Panela velha na Estrelato – Dois jogadores que brilharam num recente passado voltaram a atuar na Liga Chuteira de Ouro F7 e já mostram que estão acima dos outros jogadores. Lucas Bergamini, o popular Berga (mas que será sempre Lukinhas para este cronista), comanda o poderoso ataque do Pegada Sinistra – que deverá vencer o Grupo B e chegar ao próximo Chuteira 5 no semestre que vem. O ex-atacante do extinto Leões do Brás briga pela atual artilharia da Copa Estrelato e mostra que seu faro em balançar a rede continua apurado.

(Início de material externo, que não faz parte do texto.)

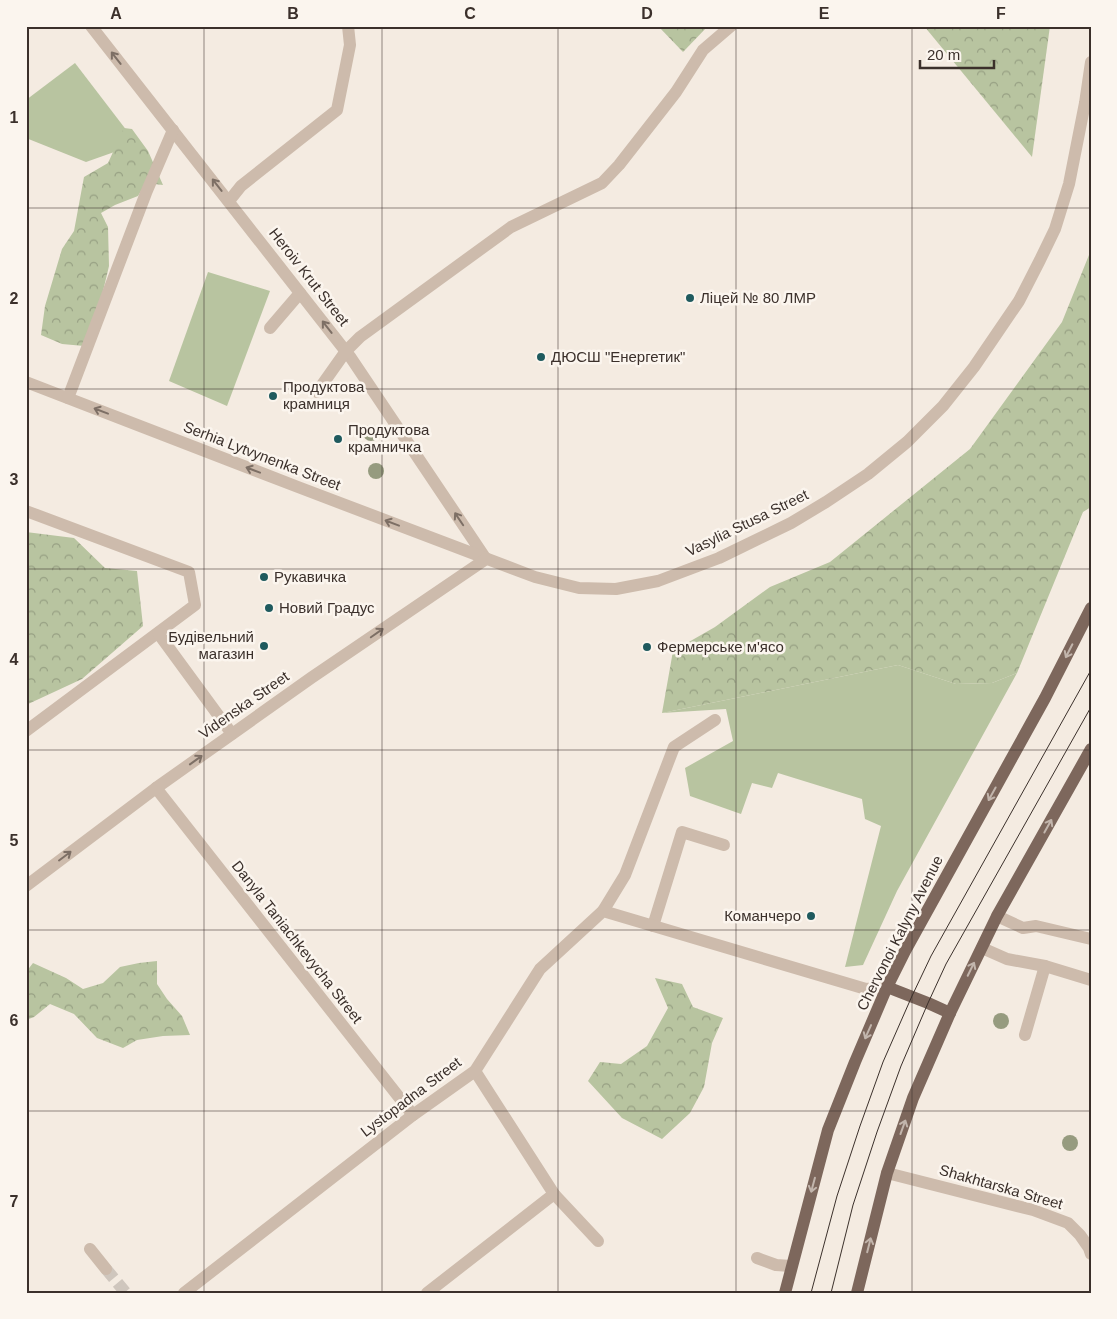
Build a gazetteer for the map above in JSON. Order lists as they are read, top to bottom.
{
  "streets": {
    "main road": ["Chervonoi Kalyny Avenue"],
    "street": [
      "Heroiv Krut Street",
      "Serhia Lytvynenka Street",
      "Vasylia Stusa Street",
      "Videnska Street",
      "Danyla Taniachkevycha Street",
      "Lystopadna Street",
      "Shakhtarska Street"
    ]
  },
  "crossings": [
    ["Heroiv Krut Street", "Serhia Lytvynenka Street"],
    ["Heroiv Krut Street", "Vasylia Stusa Street"],
    ["Heroiv Krut Street", "Videnska Street"],
    ["Serhia Lytvynenka Street", "Vasylia Stusa Street"],
    ["Serhia Lytvynenka Street", "Videnska Street"],
    ["Vasylia Stusa Street", "Videnska Street"],
    ["Videnska Street", "Danyla Taniachkevycha Street"],
    ["Danyla Taniachkevycha Street", "Lystopadna Street"]
  ],
  "one_way": ["Heroiv Krut Street", "Serhia Lytvynenka Street", "Videnska Street"],
  "places": [
    "Ліцей № 80 ЛМР",
    "ДЮСШ \"Енергетик\"",
    "Продуктова крамниця",
    "Продуктова крамничка",
    "Рукавичка",
    "Новий Градус",
    "Будівельний магазин",
    "Фермерське м'ясо",
    "Команчеро"
  ],
  "scale_bar": "20 m",
  "grid": {
    "columns": [
      "A",
      "B",
      "C",
      "D",
      "E",
      "F"
    ],
    "rows": [
      "1",
      "2",
      "3",
      "4",
      "5",
      "6",
      "7"
    ]
  }
}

Quem também destoa é Léo Rinaldi. Já fez história com os extintos Bengalas e HidroNG, e não tão grande temporada pelo Se7e de Perdizes (atual Grupo A da Série Aço). Anos depois, continua jogando de forma clássica e objetiva, sempre buscando o ataque, marcando seus tentos, mas principalmente comandando o Cacildes de Ramos dentro de quadra. A equipe está na terceira colocação do Grupo A, mas deverá vencer suas duas últimas partidas (uma delas com o atual líder Semba) e ir a 12 pontos. A pressão então aumentaria ao Fortalança, hoje na vice-liderança, que também teria de vencer seus últimos dois compromissos. O problema é que nem sembistas, tampouco fortalancenses, têm um Léo Rinaldi ou Berga em seus elencos para fazer a diferença.